Il Segretario generale è nominato con decreto del Ministro delle attività produttive - su designazione della Giunta camerale - fra gli iscritti in un elenco gestito dallo stesso Ministero. La carica riunisce compiti di gestione e compiti istituzionali (in veste di segretario del Consiglio e della Giunta). Il Segretario Generale svolge le funzioni di vertice dell'amministrazione della Camera e sovrintende al personale.
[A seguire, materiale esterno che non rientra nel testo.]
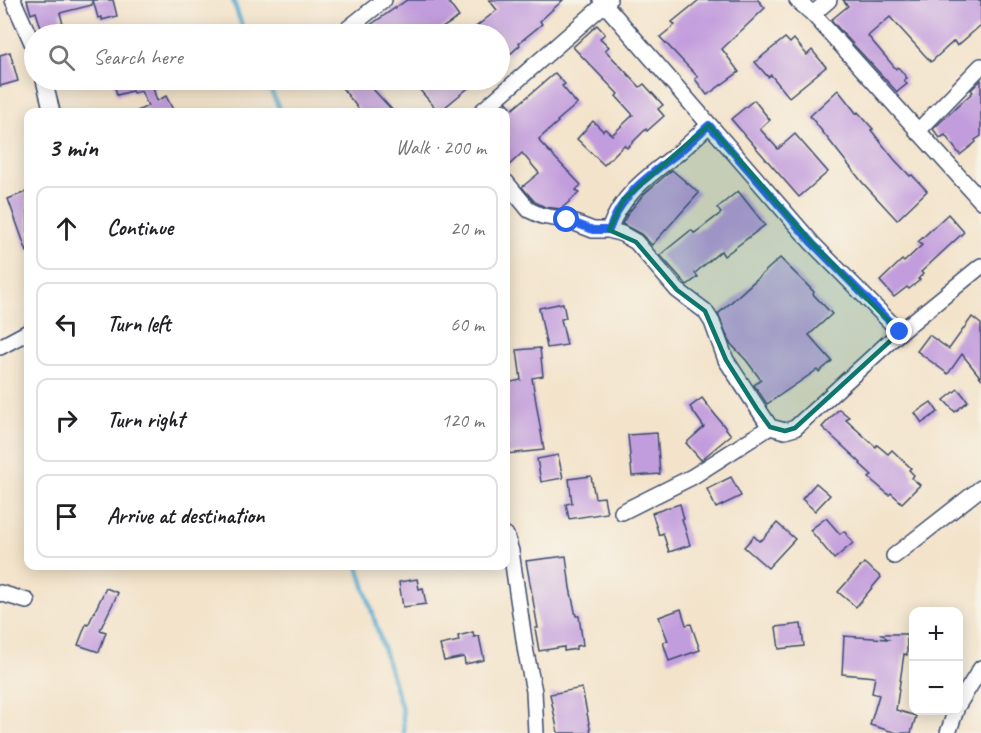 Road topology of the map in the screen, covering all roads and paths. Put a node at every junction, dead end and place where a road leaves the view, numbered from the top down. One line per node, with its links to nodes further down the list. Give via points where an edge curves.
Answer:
1 (13, 0): 8 (street)
2 (384, 0): 7 (street)
3 (797, 0): 6 (street)
4 (829, 0): 6 (street)
5 (605, 1): 10 (street); 15 (street)
6 (813, 14): 16 (street)
7 (354, 24)
8 (24, 25)
9 (981, 66): 16 (street)
10 (510, 86)
11 (46, 90): 13 (street)
12 (506, 90): 14 (street)
13 (51, 108)
14 (485, 108)
15 (709, 125): 19 (street, via 624,199); 21 (street, via 812,243)
16 (917, 132): 18 (street)
17 (510, 187): 19 (street, via 530,210 542,216 593,230)
18 (981, 201)
19 (609, 230): 24 (street, via 636,242 677,290 705,311 726,360)
20 (981, 266): 21 (street)
21 (900, 332): 24 (street, via 795,428)
22 (24, 334): 23 (street)
23 (0, 347)
24 (770, 428): 26 (street, via 692,477)
25 (981, 488): 28 (street)
26 (622, 512)
27 (510, 547): 34 (street, via 534,691)
28 (894, 556)
29 (0, 593): 30 (street)
30 (27, 601)
31 (981, 668): 32 (street)
32 (963, 697)
33 (955, 715): 35 (street)
34 (536, 733)
35 (948, 733)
In base allo statuto, il Segretario generale può - fra l'altro - adottare gli atti amministrativi inerenti la realizzazione dei programmi e degli obiettivi decisi dal Consiglio e dalla Giunta; formulare proposte e sottoporre pareri agli organi camerali; definire gli obiettivi (nell'ambito dei programmi stabiliti dal Consiglio e dalla Giunta) che i dirigenti devono perseguire e attribuire le necessarie risorse umane, finanziarie e strumentali, verificando il raggiungimento dei risultati; assumere il personale a tempo determinato, in conformità al piano approvato dalla Giunta assieme al bilancio di previsione; richiedere pareri e consulenze nelle materie di competenza; curare i rapporti con gli uffici dell'Unione Europea e degli organismi internazionali nelle materie di competenza, secondo le direttive del Consiglio, della Giunta e del Presidente.